We watch her walk up the sidewalk and disappear into the orange brick building before either of us says a word.
“You okay?” she asks.
“I think so. You?”
“Yeah.”
The courthouse looks like it’s burning under the morning sun. The flame-orange shimmer of hot brick forces me to look away. “Why are you still going through with this?”
She’s silent, and I contemplate punching myself in the face. If she backs out now I’m going to…I don’t even know what. Slash Chase Dunkirk’s tires. Set fire to the school.

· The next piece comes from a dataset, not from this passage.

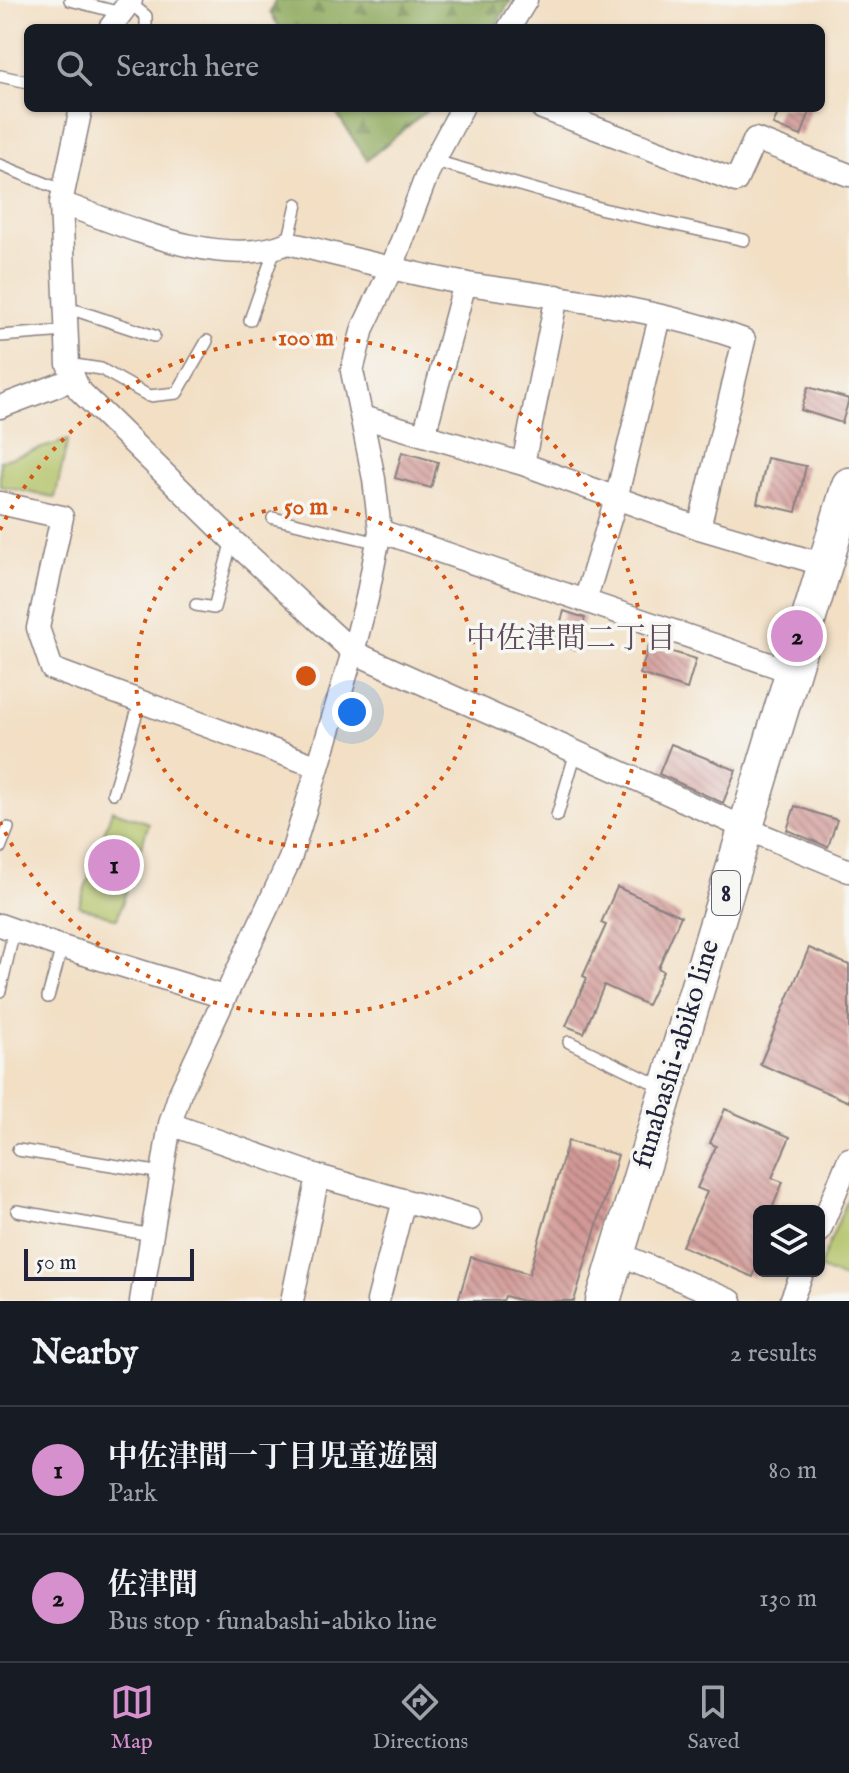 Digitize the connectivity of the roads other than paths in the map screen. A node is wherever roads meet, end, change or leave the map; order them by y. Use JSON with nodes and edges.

Kick a hole in every wall in my house on my way out.
“Don’t be an idiot,” she says, opens her door, and climbs out.
“Seriously. Why?”
“Because I can’t let bad things happen to you, Mo. Now quit being such a pantywaist and marry me.”
She opens my door, and I look down in time to see her rolling her eyes. I’m so relieved. She isn’t cowering. She won’t break.
“Pantywaist?” I ask. “What are you, seventy?”
“Stop stalling.”
“I feel like I might throw up,” I say as I get out.
“Would this be a good time to tell you I’m not a virgin?”
“Would this be a good time to tell you I’m in love with Maya?”
“Finally!” she says, and grabs my arm, pulling me toward the building. “Only took you four years to admit it. So prewedding confessions are out of the way. Let’s do this.”
“I really think I might be getting the stomach flu.”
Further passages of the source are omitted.